*** Opening of Records for the exercise ***

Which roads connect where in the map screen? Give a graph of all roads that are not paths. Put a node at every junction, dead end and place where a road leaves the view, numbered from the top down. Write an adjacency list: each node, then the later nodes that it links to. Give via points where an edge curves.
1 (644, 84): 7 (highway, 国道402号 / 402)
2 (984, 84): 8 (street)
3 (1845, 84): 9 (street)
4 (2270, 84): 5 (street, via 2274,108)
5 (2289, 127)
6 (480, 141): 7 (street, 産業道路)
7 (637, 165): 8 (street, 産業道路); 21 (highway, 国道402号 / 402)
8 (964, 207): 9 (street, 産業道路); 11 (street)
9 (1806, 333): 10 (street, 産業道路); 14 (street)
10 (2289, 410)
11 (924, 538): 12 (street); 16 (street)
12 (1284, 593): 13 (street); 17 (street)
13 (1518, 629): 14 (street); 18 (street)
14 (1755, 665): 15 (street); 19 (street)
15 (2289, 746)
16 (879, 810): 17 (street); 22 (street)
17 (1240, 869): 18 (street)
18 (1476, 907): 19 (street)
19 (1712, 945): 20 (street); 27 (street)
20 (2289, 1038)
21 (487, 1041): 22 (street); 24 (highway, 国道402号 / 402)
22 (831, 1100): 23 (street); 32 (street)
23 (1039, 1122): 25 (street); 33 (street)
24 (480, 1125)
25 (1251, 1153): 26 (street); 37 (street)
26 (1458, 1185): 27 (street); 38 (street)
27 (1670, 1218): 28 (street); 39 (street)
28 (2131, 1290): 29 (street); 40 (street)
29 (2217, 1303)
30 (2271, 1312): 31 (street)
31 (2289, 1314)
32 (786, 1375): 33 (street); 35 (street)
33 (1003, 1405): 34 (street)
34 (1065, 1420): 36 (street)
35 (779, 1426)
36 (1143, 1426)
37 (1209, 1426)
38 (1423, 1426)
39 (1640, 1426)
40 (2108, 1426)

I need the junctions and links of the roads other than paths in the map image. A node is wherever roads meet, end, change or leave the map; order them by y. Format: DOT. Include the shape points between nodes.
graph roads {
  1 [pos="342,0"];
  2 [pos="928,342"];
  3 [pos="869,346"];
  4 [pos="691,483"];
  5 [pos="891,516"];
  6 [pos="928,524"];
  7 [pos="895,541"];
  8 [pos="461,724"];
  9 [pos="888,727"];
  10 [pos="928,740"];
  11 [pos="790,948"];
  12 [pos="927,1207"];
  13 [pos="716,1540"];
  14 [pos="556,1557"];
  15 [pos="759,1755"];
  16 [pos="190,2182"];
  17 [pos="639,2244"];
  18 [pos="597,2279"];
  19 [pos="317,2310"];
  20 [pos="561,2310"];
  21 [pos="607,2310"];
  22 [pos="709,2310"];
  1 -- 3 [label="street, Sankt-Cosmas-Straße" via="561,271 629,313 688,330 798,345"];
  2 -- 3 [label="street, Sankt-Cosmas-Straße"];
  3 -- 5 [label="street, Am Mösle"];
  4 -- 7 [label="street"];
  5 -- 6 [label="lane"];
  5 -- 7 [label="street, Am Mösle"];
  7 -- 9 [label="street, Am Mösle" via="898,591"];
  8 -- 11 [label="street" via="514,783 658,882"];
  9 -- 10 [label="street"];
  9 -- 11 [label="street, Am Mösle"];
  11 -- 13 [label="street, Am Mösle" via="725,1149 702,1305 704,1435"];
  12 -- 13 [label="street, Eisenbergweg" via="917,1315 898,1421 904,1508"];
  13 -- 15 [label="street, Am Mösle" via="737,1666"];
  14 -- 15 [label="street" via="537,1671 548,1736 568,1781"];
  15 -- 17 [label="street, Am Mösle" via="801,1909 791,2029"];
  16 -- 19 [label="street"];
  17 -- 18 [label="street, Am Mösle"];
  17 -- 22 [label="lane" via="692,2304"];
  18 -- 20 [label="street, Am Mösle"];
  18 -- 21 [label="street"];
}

*** Close of Records for the exercise ***

What the exercise asks: Extract all of the data exactly as written.

Solution to the exercise:
Which roads connect where in the map screen? Give a graph of all roads that are not paths. Put a node at every junction, dead end and place where a road leaves the view, numbered from the top down. Write an adjacency list: each node, then the later nodes that it links to. Give via points where an edge curves.
1 (644, 84): 7 (highway, 国道402号 / 402)
2 (984, 84): 8 (street)
3 (1845, 84): 9 (street)
4 (2270, 84): 5 (street, via 2274,108)
5 (2289, 127)
6 (480, 141): 7 (street, 産業道路)
7 (637, 165): 8 (street, 産業道路); 21 (highway, 国道402号 / 402)
8 (964, 207): 9 (street, 産業道路); 11 (street)
9 (1806, 333): 10 (street, 産業道路); 14 (street)
10 (2289, 410)
11 (924, 538): 12 (street); 16 (street)
12 (1284, 593): 13 (street); 17 (street)
13 (1518, 629): 14 (street); 18 (street)
14 (1755, 665): 15 (street); 19 (street)
15 (2289, 746)
16 (879, 810): 17 (street); 22 (street)
17 (1240, 869): 18 (street)
18 (1476, 907): 19 (street)
19 (1712, 945): 20 (street); 27 (street)
20 (2289, 1038)
21 (487, 1041): 22 (street); 24 (highway, 国道402号 / 402)
22 (831, 1100): 23 (street); 32 (street)
23 (1039, 1122): 25 (street); 33 (street)
24 (480, 1125)
25 (1251, 1153): 26 (street); 37 (street)
26 (1458, 1185): 27 (street); 38 (street)
27 (1670, 1218): 28 (street); 39 (street)
28 (2131, 1290): 29 (street); 40 (street)
29 (2217, 1303)
30 (2271, 1312): 31 (street)
31 (2289, 1314)
32 (786, 1375): 33 (street); 35 (street)
33 (1003, 1405): 34 (street)
34 (1065, 1420): 36 (street)
35 (779, 1426)
36 (1143, 1426)
37 (1209, 1426)
38 (1423, 1426)
39 (1640, 1426)
40 (2108, 1426)

I need the junctions and links of the roads other than paths in the map image. A node is wherever roads meet, end, change or leave the map; order them by y. Format: DOT. Include the shape points between nodes.
graph roads {
  1 [pos="342,0"];
  2 [pos="928,342"];
  3 [pos="869,346"];
  4 [pos="691,483"];
  5 [pos="891,516"];
  6 [pos="928,524"];
  7 [pos="895,541"];
  8 [pos="461,724"];
  9 [pos="888,727"];
  10 [pos="928,740"];
  11 [pos="790,948"];
  12 [pos="927,1207"];
  13 [pos="716,1540"];
  14 [pos="556,1557"];
  15 [pos="759,1755"];
  16 [pos="190,2182"];
  17 [pos="639,2244"];
  18 [pos="597,2279"];
  19 [pos="317,2310"];
  20 [pos="561,2310"];
  21 [pos="607,2310"];
  22 [pos="709,2310"];
  1 -- 3 [label="street, Sankt-Cosmas-Straße" via="561,271 629,313 688,330 798,345"];
  2 -- 3 [label="street, Sankt-Cosmas-Straße"];
  3 -- 5 [label="street, Am Mösle"];
  4 -- 7 [label="street"];
  5 -- 6 [label="lane"];
  5 -- 7 [label="street, Am Mösle"];
  7 -- 9 [label="street, Am Mösle" via="898,591"];
  8 -- 11 [label="street" via="514,783 658,882"];
  9 -- 10 [label="street"];
  9 -- 11 [label="street, Am Mösle"];
  11 -- 13 [label="street, Am Mösle" via="725,1149 702,1305 704,1435"];
  12 -- 13 [label="street, Eisenbergweg" via="917,1315 898,1421 904,1508"];
  13 -- 15 [label="street, Am Mösle" via="737,1666"];
  14 -- 15 [label="street" via="537,1671 548,1736 568,1781"];
  15 -- 17 [label="street, Am Mösle" via="801,1909 791,2029"];
  16 -- 19 [label="street"];
  17 -- 18 [label="street, Am Mösle"];
  17 -- 22 [label="lane" via="692,2304"];
  18 -- 20 [label="street, Am Mösle"];
  18 -- 21 [label="street"];
}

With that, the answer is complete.